L'Union doit adopter ainsi, la définition d'une politique étrangère comme géopolitique, ce qui veut dire la priorité accordée à la stabilité politique dans le monde sur les affinités de principes, des régimes politiques et des modes de gouvernement. Autrement dit, la priorité des intérêts permanents sur les valeurs sur les conceptions politiques à prétentions universaliste, comme les transitions démocratiques ou les modernisations des régimes mixtes, traditionnels et modernes.

Géographie prospective

Les coordonnées principales de la politique internationale de l'Union

Pour mieux préciser géographiquement, l'Union Européenne ne peut avoir une diplomatie éclatée et doit se définir, en ses coordonnées principales :

Comme diplomatie triangulaire dans l'espace euro-atlantique, vis à vis du États-Unis et de la Fédération de Russie et, plus spécifiquement, comme diplomatie multipolaire en Eurasie, par le soutien des institutions de sécurité collective qui s'y organisent.
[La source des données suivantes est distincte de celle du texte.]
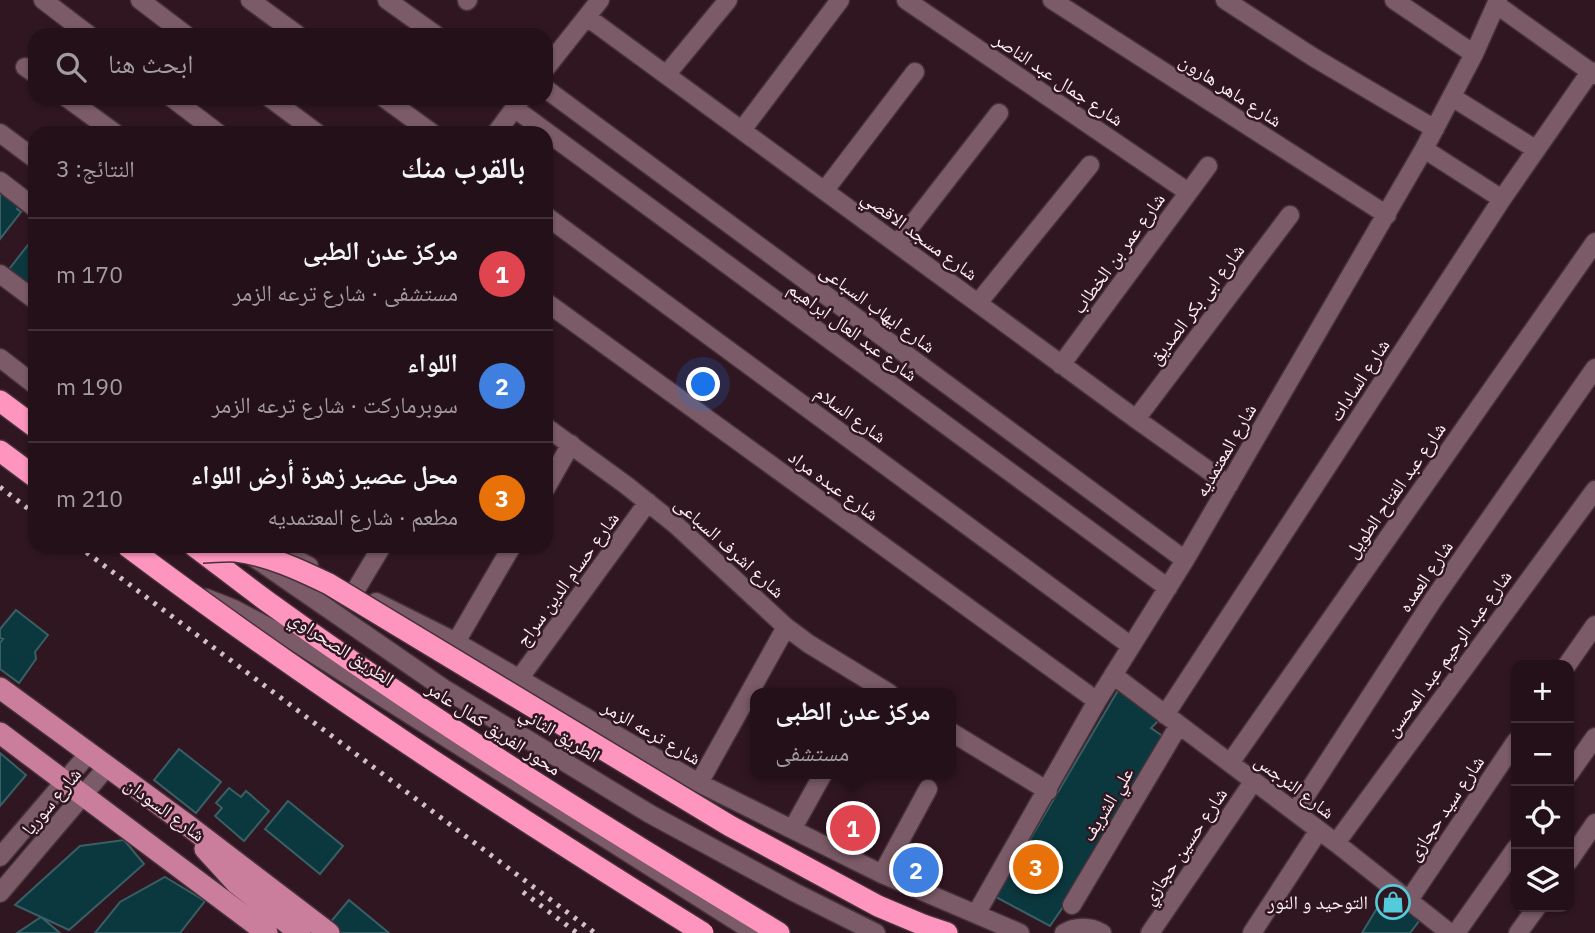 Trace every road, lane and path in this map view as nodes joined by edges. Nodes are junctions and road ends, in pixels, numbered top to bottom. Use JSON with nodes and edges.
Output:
{"nodes":[{"id":1,"x":43,"y":0,"type":"edge"},
{"id":2,"x":140,"y":0,"type":"edge"},
{"id":3,"x":250,"y":0,"type":"edge"},
{"id":4,"x":387,"y":0,"type":"edge"},
{"id":5,"x":600,"y":0,"type":"edge"},
{"id":6,"x":728,"y":0,"type":"edge"},
{"id":7,"x":840,"y":0,"type":"edge"},
{"id":8,"x":906,"y":0,"type":"edge"},
{"id":9,"x":1052,"y":0,"type":"edge"},
{"id":10,"x":1225,"y":0,"type":"edge"},
{"id":11,"x":1394,"y":0,"type":"edge"},
{"id":12,"x":1497,"y":3,"type":"edge"},
{"id":13,"x":587,"y":17,"type":"junction"},
{"id":14,"x":80,"y":28,"type":"edge"},
{"id":15,"x":177,"y":28,"type":"edge"},
{"id":16,"x":288,"y":28,"type":"edge"},
{"id":17,"x":426,"y":28,"type":"edge"},
{"id":18,"x":1474,"y":54,"type":"junction"},
{"id":19,"x":553,"y":59,"type":"edge"},
{"id":20,"x":915,"y":72,"type":"dead end"},
{"id":21,"x":1593,"y":73,"type":"edge"},
{"id":22,"x":666,"y":75,"type":"junction"},
{"id":23,"x":553,"y":94,"type":"edge"},
{"id":24,"x":1452,"y":97,"type":"junction"},
{"id":25,"x":77,"y":105,"type":"edge"},
{"id":26,"x":181,"y":105,"type":"edge"},
{"id":27,"x":279,"y":105,"type":"edge"},
{"id":28,"x":394,"y":105,"type":"edge"},
{"id":29,"x":517,"y":105,"type":"edge"},
{"id":30,"x":521,"y":105,"type":"edge"},
{"id":31,"x":999,"y":113,"type":"dead end"},
{"id":32,"x":105,"y":126,"type":"edge"},
{"id":33,"x":209,"y":126,"type":"edge"},
{"id":34,"x":308,"y":126,"type":"edge"},
{"id":35,"x":422,"y":126,"type":"edge"},
{"id":36,"x":501,"y":126,"type":"edge"},
{"id":37,"x":549,"y":126,"type":"edge"},
{"id":38,"x":553,"y":129,"type":"edge"},
{"id":39,"x":1435,"y":129,"type":"junction"},
{"id":40,"x":742,"y":130,"type":"junction"},
{"id":41,"x":0,"y":133,"type":"edge"},
{"id":42,"x":1424,"y":149,"type":"junction"},
{"id":43,"x":1535,"y":149,"type":"junction"},
{"id":44,"x":28,"y":154,"type":"edge"},
{"id":45,"x":1090,"y":165,"type":"dead end"},
{"id":46,"x":1208,"y":166,"type":"dead end"},
{"id":47,"x":0,"y":181,"type":"edge"},
{"id":48,"x":825,"y":190,"type":"junction"},
{"id":49,"x":1188,"y":192,"type":"junction"},
{"id":50,"x":1502,"y":199,"type":"junction"},
{"id":51,"x":28,"y":203,"type":"edge"},
{"id":52,"x":1290,"y":215,"type":"dead end"},
{"id":53,"x":1387,"y":215,"type":"junction"},
{"id":54,"x":553,"y":221,"type":"edge"},
{"id":55,"x":1595,"y":242,"type":"edge"},
{"id":56,"x":897,"y":244,"type":"junction"},
{"id":57,"x":0,"y":274,"type":"edge"},
{"id":58,"x":28,"y":295,"type":"edge"},
{"id":59,"x":978,"y":303,"type":"junction"},
{"id":60,"x":553,"y":307,"type":"edge"},
{"id":61,"x":0,"y":358,"type":"edge"},
{"id":62,"x":1061,"y":365,"type":"junction"},
{"id":63,"x":1595,"y":368,"type":"edge"},
{"id":64,"x":28,"y":380,"type":"edge"},
{"id":65,"x":0,"y":401,"type":"edge"},
{"id":66,"x":1136,"y":419,"type":"junction"},
{"id":67,"x":28,"y":422,"type":"edge"},
{"id":68,"x":553,"y":432,"type":"edge"},
{"id":69,"x":571,"y":444,"type":"junction"},
{"id":70,"x":0,"y":451,"type":"edge"},
{"id":71,"x":0,"y":463,"type":"edge"},
{"id":72,"x":28,"y":472,"type":"edge"},
{"id":73,"x":553,"y":476,"type":"edge"},
{"id":74,"x":28,"y":483,"type":"edge"},
{"id":75,"x":1229,"y":485,"type":"junction"},
{"id":76,"x":1595,"y":490,"type":"edge"},
{"id":77,"x":648,"y":502,"type":"junction"},
{"id":78,"x":125,"y":553,"type":"edge"},
{"id":79,"x":137,"y":553,"type":"edge"},
{"id":80,"x":204,"y":553,"type":"edge"},
{"id":81,"x":244,"y":553,"type":"edge"},
{"id":82,"x":247,"y":553,"type":"edge"},
{"id":83,"x":285,"y":553,"type":"edge"},
{"id":84,"x":379,"y":553,"type":"edge"},
{"id":85,"x":508,"y":553,"type":"edge"},
{"id":86,"x":1185,"y":560,"type":"junction"},
{"id":87,"x":1168,"y":587,"type":"junction"},
{"id":88,"x":355,"y":592,"type":"junction"},
{"id":89,"x":1595,"y":625,"type":"edge"},
{"id":90,"x":786,"y":627,"type":"junction"},
{"id":91,"x":456,"y":642,"type":"junction"},
{"id":92,"x":1131,"y":646,"type":"junction"},
{"id":93,"x":1570,"y":660,"type":"edge"},
{"id":94,"x":1112,"y":676,"type":"junction"},
{"id":95,"x":519,"y":680,"type":"junction"},
{"id":96,"x":0,"y":688,"type":"edge"},
{"id":97,"x":752,"y":688,"type":"edge"},
{"id":98,"x":881,"y":688,"type":"edge"},
{"id":99,"x":750,"y":692,"type":"edge"},
{"id":100,"x":1097,"y":701,"type":"junction"},
{"id":101,"x":1172,"y":720,"type":"junction"},
{"id":102,"x":0,"y":733,"type":"edge"},
{"id":103,"x":956,"y":735,"type":"edge"},
{"id":104,"x":1595,"y":737,"type":"edge"},
{"id":105,"x":1511,"y":748,"type":"edge"},
{"id":106,"x":89,"y":753,"type":"junction"},
{"id":107,"x":1230,"y":763,"type":"junction"},
{"id":108,"x":107,"y":767,"type":"junction"},
{"id":109,"x":1574,"y":767,"type":"edge"},
{"id":110,"x":820,"y":779,"type":"edge"},
{"id":111,"x":65,"y":781,"type":"junction"},
{"id":112,"x":1253,"y":782,"type":"junction"},
{"id":113,"x":699,"y":783,"type":"junction"},
{"id":114,"x":928,"y":789,"type":"dead end"},
{"id":115,"x":1048,"y":791,"type":"junction"},
{"id":116,"x":83,"y":795,"type":"junction"},
{"id":117,"x":1295,"y":811,"type":"junction"},
{"id":118,"x":1595,"y":823,"type":"edge"},
{"id":119,"x":186,"y":824,"type":"junction"},
{"id":120,"x":793,"y":828,"type":"junction"},
{"id":121,"x":1319,"y":830,"type":"junction"},
{"id":122,"x":1336,"y":843,"type":"junction"},
{"id":123,"x":1515,"y":849,"type":"edge"},
{"id":124,"x":1574,"y":854,"type":"edge"},
{"id":125,"x":0,"y":858,"type":"edge"},
{"id":126,"x":882,"y":874,"type":"junction"},
{"id":127,"x":0,"y":893,"type":"edge"},
{"id":128,"x":1409,"y":900,"type":"junction"},
{"id":129,"x":1072,"y":905,"type":"dead end"},
{"id":130,"x":1533,"y":912,"type":"edge"},
{"id":131,"x":976,"y":914,"type":"junction"},
{"id":132,"x":1095,"y":932,"type":"edge"},
{"id":133,"x":267,"y":933,"type":"edge"},
{"id":134,"x":300,"y":933,"type":"edge"},
{"id":135,"x":328,"y":933,"type":"edge"},
{"id":136,"x":703,"y":933,"type":"edge"},
{"id":137,"x":755,"y":933,"type":"edge"},
{"id":138,"x":779,"y":933,"type":"edge"},
{"id":139,"x":876,"y":933,"type":"edge"},
{"id":140,"x":947,"y":933,"type":"edge"},
{"id":141,"x":1020,"y":933,"type":"edge"},
{"id":142,"x":1064,"y":933,"type":"edge"},
{"id":143,"x":1150,"y":933,"type":"edge"},
{"id":144,"x":1252,"y":933,"type":"edge"},
{"id":145,"x":1450,"y":933,"type":"edge"},
{"id":146,"x":1456,"y":933,"type":"edge"},
{"id":147,"x":1518,"y":933,"type":"edge"}],
"edges":[{"from":1,"to":14,"type":"street"},
{"from":2,"to":15,"type":"street"},
{"from":3,"to":16,"type":"street"},
{"from":4,"to":17,"type":"street"},
{"from":5,"to":13,"type":"street"},
{"from":6,"to":22,"type":"street"},
{"from":7,"to":40,"type":"street"},
{"from":8,"to":49,"type":"street","name":"شارع جمال عبد الناصر"},
{"from":9,"to":53,"type":"street","name":"شارع ماهر هارون"},
{"from":10,"to":39,"type":"street"},
{"from":11,"to":18,"type":"street"},
{"from":12,"to":18,"type":"street","name":"شارع المعتمديه"},
{"from":12,"to":21,"type":"street"},
{"from":13,"to":19,"type":"street"},
{"from":13,"to":22,"type":"street","name":"شارع مسجد الاقصي"},
{"from":18,"to":24,"type":"street","name":"شارع المعتمديه"},
{"from":20,"to":48,"type":"street"},
{"from":21,"to":43,"type":"street","name":"شارع السادات"},
{"from":22,"to":40,"type":"street","name":"شارع مسجد الاقصي"},
{"from":23,"to":86,"type":"street","name":"شارع ايهاب السباعى"},
{"from":24,"to":39,"type":"street","name":"شارع المعتمديه"},
{"from":24,"to":43,"type":"street"},
{"from":25,"to":32,"type":"street"},
{"from":26,"to":33,"type":"street"},
{"from":27,"to":34,"type":"street"},
{"from":28,"to":35,"type":"street"},
{"from":29,"to":36,"type":"street"},
{"from":30,"to":37,"type":"street","name":"شارع عبد العال ابراهيم"},
{"from":31,"to":56,"type":"street"},
{"from":38,"to":87,"type":"street","name":"شارع عبد العال ابراهيم"},
{"from":39,"to":42,"type":"street","name":"شارع المعتمديه"},
{"from":40,"to":48,"type":"street","name":"شارع مسجد الاقصي"},
{"from":41,"to":44,"type":"street"},
{"from":42,"to":50,"type":"street"},
{"from":42,"to":53,"type":"street","name":"شارع المعتمديه"},
{"from":43,"to":50,"type":"street","name":"شارع السادات"},
{"from":45,"to":59,"type":"street"},
{"from":46,"to":49,"type":"street","name":"شارع عمر بن الخطاب"},
{"from":47,"to":51,"type":"street"},
{"from":48,"to":56,"type":"street","name":"شارع مسجد الاقصي"},
{"from":49,"to":62,"type":"street","name":"شارع عمر بن الخطاب"},
{"from":50,"to":101,"type":"street","name":"شارع السادات"},
{"from":52,"to":66,"type":"street","name":"شارع ابى بكر الصديق"},
{"from":53,"to":75,"type":"street","name":"شارع المعتمديه"},
{"from":54,"to":92,"type":"street","name":"شارع السلام"},
{"from":55,"to":107,"type":"street","name":"شارع عبد الفتاح الطويل"},
{"from":56,"to":59,"type":"street","name":"شارع مسجد الاقصي"},
{"from":57,"to":58,"type":"street"},
{"from":59,"to":62,"type":"street","name":"شارع مسجد الاقصي"},
{"from":60,"to":100,"type":"street","name":"شارع عبده مراد"},
{"from":61,"to":64,"type":"street"},
{"from":62,"to":66,"type":"street","name":"شارع مسجد الاقصي"},
{"from":63,"to":117,"type":"street","name":"شارع العمده"},
{"from":65,"to":67,"type":"highway"},
{"from":66,"to":75,"type":"street","name":"شارع مسجد الاقصي"},
{"from":68,"to":69,"type":"street","name":"شارع اشرف السباعى"},
{"from":69,"to":73,"type":"street"},
{"from":69,"to":77,"type":"street","name":"شارع اشرف السباعى"},
{"from":70,"to":72,"type":"highway"},
{"from":71,"to":74,"type":"street"},
{"from":75,"to":86,"type":"street","name":"شارع المعتمديه"},
{"from":76,"to":122,"type":"street","name":"شارع عبد الرحيم عبد المحسن"},
{"from":77,"to":90,"type":"street","name":"شارع اشرف السباعى"},
{"from":77,"to":95,"type":"street","name":"شارع حسام الدين سراج"},
{"from":78,"to":137,"type":"street","name":"الطريق الصحراوي"},
{"from":79,"to":136,"type":"highway","bridge":true},
{"from":80,"to":138,"type":"highway","name":"محور الفريق كمال عامر"},
{"from":81,"to":140,"type":"highway","bridge":true},
{"from":82,"to":139,"type":"street","name":"الطريق الثاني"},
{"from":83,"to":88,"type":"street","name":"شارع ترعه الزمر"},
{"from":84,"to":88,"type":"street"},
{"from":85,"to":91,"type":"street"},
{"from":86,"to":87,"type":"street","name":"شارع المعتمديه"},
{"from":87,"to":92,"type":"street","name":"شارع المعتمديه"},
{"from":88,"to":91,"type":"street","name":"شارع ترعه الزمر"},
{"from":89,"to":93,"type":"street"},
{"from":90,"to":97,"type":"street"},
{"from":90,"to":98,"type":"street","name":"شارع اشرف السباعى"},
{"from":91,"to":95,"type":"street","name":"شارع ترعه الزمر"},
{"from":92,"to":94,"type":"street","name":"شارع المعتمديه"},
{"from":94,"to":100,"type":"street","name":"شارع المعتمديه"},
{"from":94,"to":101,"type":"street","name":"شارع النرجس"},
{"from":95,"to":113,"type":"street","name":"شارع ترعه الزمر"},
{"from":96,"to":106,"type":"main road","name":"شارع السودان"},
{"from":99,"to":113,"type":"street"},
{"from":100,"to":115,"type":"street","name":"شارع المعتمديه"},
{"from":101,"to":107,"type":"street","name":"شارع النرجس"},
{"from":101,"to":129,"type":"street","name":"علي الشريف"},
{"from":102,"to":111,"type":"main road","name":"شارع السودان"},
{"from":103,"to":115,"type":"street"},
{"from":104,"to":109,"type":"street"},
{"from":105,"to":128,"type":"street","name":"شارع سيد حجازى"},
{"from":106,"to":108,"type":"main road","name":"شارع السودان"},
{"from":106,"to":111,"type":"street","name":"شارع سوريا"},
{"from":107,"to":112,"type":"street","name":"شارع النرجس"},
{"from":108,"to":116,"type":"street","name":"شارع سوريا"},
{"from":108,"to":119,"type":"main road","name":"شارع السودان"},
{"from":110,"to":120,"type":"street"},
{"from":111,"to":116,"type":"main road","name":"شارع السودان"},
{"from":111,"to":125,"type":"street","name":"شارع سوريا"},
{"from":112,"to":117,"type":"street","name":"شارع النرجس"},
{"from":112,"to":143,"type":"street","name":"شارع حسين حجازي"},
{"from":113,"to":120,"type":"street","name":"شارع ترعه الزمر"},
{"from":114,"to":126,"type":"street"},
{"from":115,"to":131,"type":"street","name":"شارع المعتمديه"},
{"from":116,"to":127,"type":"street","name":"شارع سوريا"},
{"from":116,"to":133,"type":"main road","name":"شارع السودان"},
{"from":117,"to":121,"type":"street","name":"شارع النرجس"},
{"from":118,"to":124,"type":"street"},
{"from":119,"to":134,"type":"main road"},
{"from":119,"to":135,"type":"main road","name":"شارع السودان"},
{"from":120,"to":126,"type":"street","name":"شارع ترعه الزمر"},
{"from":121,"to":122,"type":"street","name":"شارع النرجس"},
{"from":121,"to":144,"type":"street"},
{"from":122,"to":128,"type":"street","name":"شارع النرجس"},
{"from":123,"to":146,"type":"street"},
{"from":126,"to":131,"type":"street","name":"شارع ترعه الزمر"},
{"from":128,"to":145,"type":"street","name":"شارع النرجس"},
{"from":130,"to":147,"type":"street"},
{"from":131,"to":141,"type":"street","name":"شارع ترعه الزمر"},
{"from":132,"to":142,"type":"street"}]}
Cette sécurité collective se dessine comme alliance bilatérale des USA et du Japon d'une coté et comme stratégies indépendantes et sphères d'influence autonomes de la Chine et de l'Inde de l'autre.

Comme diplomatie multilatérale en Asie Centrale, pour un accès différencié de l'UE aux ressources de la région,en particulier energitique évitant l'affirmation exclusive de l'hégémonie d'une seule puissance (Russie, Chine, États- Unis) .

La diplomatie européenne doit se profiler également comme diplomatie dissuasive et comme politique de non prolifération à caractère multilatéral vis à vis de l'Iran sans exclure d'autres options si nécessaire, et enfin, sous forme de soutien multilatéral à l'intégration régionale dans les deux Amériques, en Afrique et en Méditerranée.

Au plan général et pour conclure elle doit adopter une approche systémique d'ordre globale dans les différents cas.

À ces conditions l'UE pourra intervenir efficacement dans la prévention et la solution des crises :

  • pour l'assouplissement des relations conflictuelles, en particulier en Afghanistan, l'Iran et Moyen Orien
  • pour faciliter les issues et les « sorties de crise » des acteurs de la coalition engagés en Af-Pak et dans le Golfe, et cela par la constitution d'un large front de pays de la région, se constituant en garants régionaux des formes de pacification politique et des embryons d'auto-gouvernement local.

C'est la seule manière pour l'UE de faire en sorte que la multipolarité tendancielle du système international évolue dans le sens de la responsabilité, de la stabilité et de la retenue, autrement dit dans prévention réelle des conflits.

Les européens que nous sommes espèrent également que le « Traité de Lisbonne », malgré les critiques et les insuffisances épinglées, contribue à une plus forte presence de l'UE dans le monde et à la réalisation du but originel des pères fondateurs, l'unité politique du continent.